Dear all,
I have been collecting all geo-tagged tweets in center London by using Twitter's Streaming API service with a predefined bounding box. However, I have observed that out of all the tweets that I received every month, there are probably 30%-40% of them which actually do not contain the desired geo information - the 'geo' field is either 'null' or falling outside the predefined bounding box.
Does anyone experience the same? Is this considered normal in the usage of the Streaming API?
Many thanks,
epomqo
Replies
No one experienced the same problem? :(
I have searched through the discussions and it seems that the main problem people encountered before is the geo info contained in the tweets being out of the predefined bounding box.
Hi epomqo,
You should find a "place" field whenever "geo" is missing. This is because some users do not provide their exact location, but only tell the city, region or country where they are.
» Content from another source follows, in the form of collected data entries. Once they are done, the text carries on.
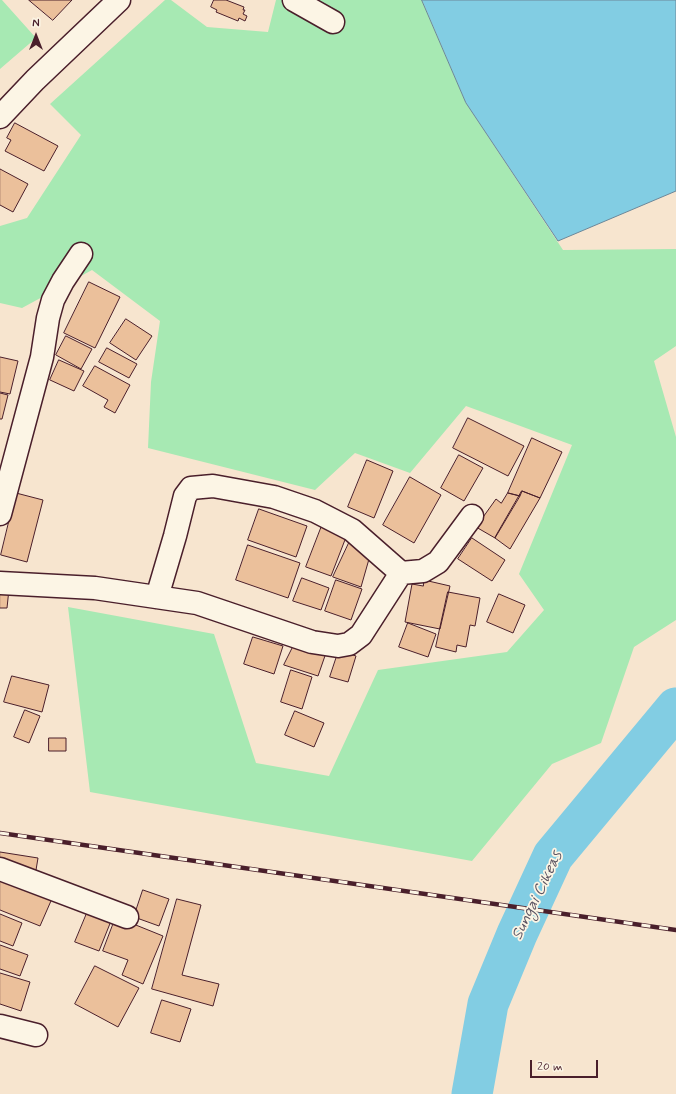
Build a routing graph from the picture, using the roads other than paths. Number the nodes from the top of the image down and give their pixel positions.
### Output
1 (119, 0) edge
2 (294, 0) edge
3 (333, 22) dead end
4 (0, 117) edge
5 (81, 254) dead end
6 (0, 514) edge
7 (472, 516) dead end
8 (401, 573) junction
9 (0, 583) edge
10 (157, 597) junction
11 (0, 869) edge
12 (127, 917) dead end
13 (0, 1026) edge
14 (36, 1036) dead end

1 - 4 street
2 - 3 street
5 - 6 street
7 - 8 street
8 - 10 street
8 - 10 street
9 - 10 street
11 - 12 street
13 - 14 street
In twitter's REST API, you can find the polygon and bounding box coordinates for most of the "places".
Hope this helps,
mehdi.
Mehdi, thanks for the answer!
However, I thought the location parameter in the Streaming API only filter the tweets according to the bounding box assigned by the parameters, as said in the documentation: "unlike the Search API, the user’s location field is not used to filter tweets."
So I assume that theoretically every tweet returned by the Streaming API should have the GPS coordinates that fall into the predefined bounding box, am I right?